Consistency really is key

"Write consistently" is probably the #1 recommendation of writing advice, and well ... they're not wrong! The more I write, the easier it becomes. Publishing short thoughts every week creates an accountability contract with myself that forces me to write, even on the weeks it would be much easier not to.

Yet it can still be a struggle to keep coming back, and I've had to give myself some grace on busy weeks. I've written before about struggling in the gap, but I like this advice from Jeet Mehta about the WHY:

"If you’re in it purely for the promised land of love, praise, followers, and fame from millions of people - it’s impossible to sustain. In every field, it takes years of practice, repetition, and “failed performances” before the first hit."

— Jeet Mehta

The WHY and FOR WHO of what you're doing is very important. Approval and admiration of others, while very natural and tempting to fall into, is a horrible metric for... pretty much anything.

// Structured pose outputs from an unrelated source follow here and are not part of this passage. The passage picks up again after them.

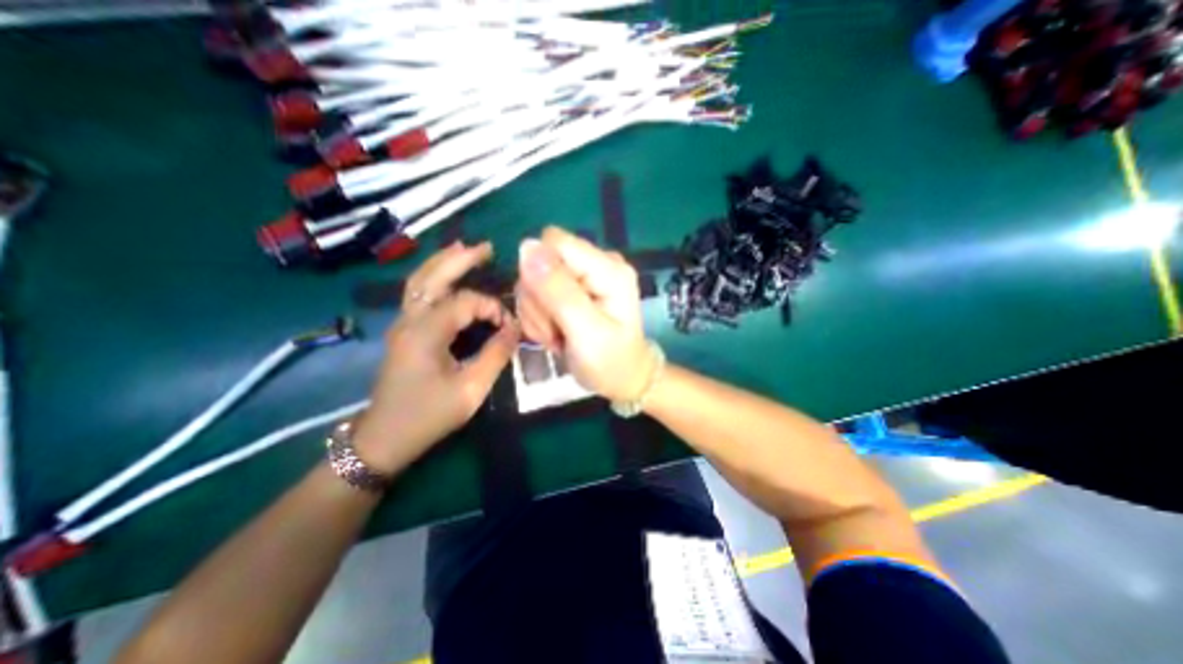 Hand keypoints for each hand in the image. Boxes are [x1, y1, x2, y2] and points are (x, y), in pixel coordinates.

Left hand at [349, 242, 518, 474]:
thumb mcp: (471, 390)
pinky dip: (435, 277)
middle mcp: (409, 320)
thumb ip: (496, 355)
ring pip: (420, 281)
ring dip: (444, 263)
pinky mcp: (404, 331)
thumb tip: (515, 329)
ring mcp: (402, 324)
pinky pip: (419, 293)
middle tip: (488, 248)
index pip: (465, 302)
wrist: (384, 438)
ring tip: (466, 249)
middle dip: (460, 258)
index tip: (510, 327)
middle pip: (432, 276)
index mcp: (425, 333)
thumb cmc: (428, 416)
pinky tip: (448, 275)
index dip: (492, 307)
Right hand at [513, 225, 651, 402]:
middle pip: (540, 261)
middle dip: (538, 301)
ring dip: (538, 313)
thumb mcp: (585, 332)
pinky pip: (537, 293)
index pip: (553, 243)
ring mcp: (583, 275)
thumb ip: (558, 291)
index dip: (539, 274)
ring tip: (559, 336)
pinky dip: (540, 317)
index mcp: (607, 268)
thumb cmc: (611, 362)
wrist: (623, 379)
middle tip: (557, 331)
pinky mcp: (572, 288)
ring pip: (533, 280)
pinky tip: (556, 334)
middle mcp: (595, 263)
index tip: (550, 309)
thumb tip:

Rather, I've found that when I write for myself, or perhaps that one person who has the same very specific problem, it's liberating and much easier to keep pressing through the struggle!

The bar is lower than you think

I was also concerned when I started writing that I wouldn't have anything unique or worthwhile to say. I was encouraged by this post by Jeremy Keith, who implores us all to remember that the combination of our perspective and experience IS unique to us.

"In other words, while it seems like there’s never a good time to write about something, the truth is that there’s never a bad time to write about something"

— Jeremy Keith

And we need more voices, more perspectives, more experiences, because THAT'S what makes the web weird and wonderful!

And also why I'll keep on writing! And why you should too!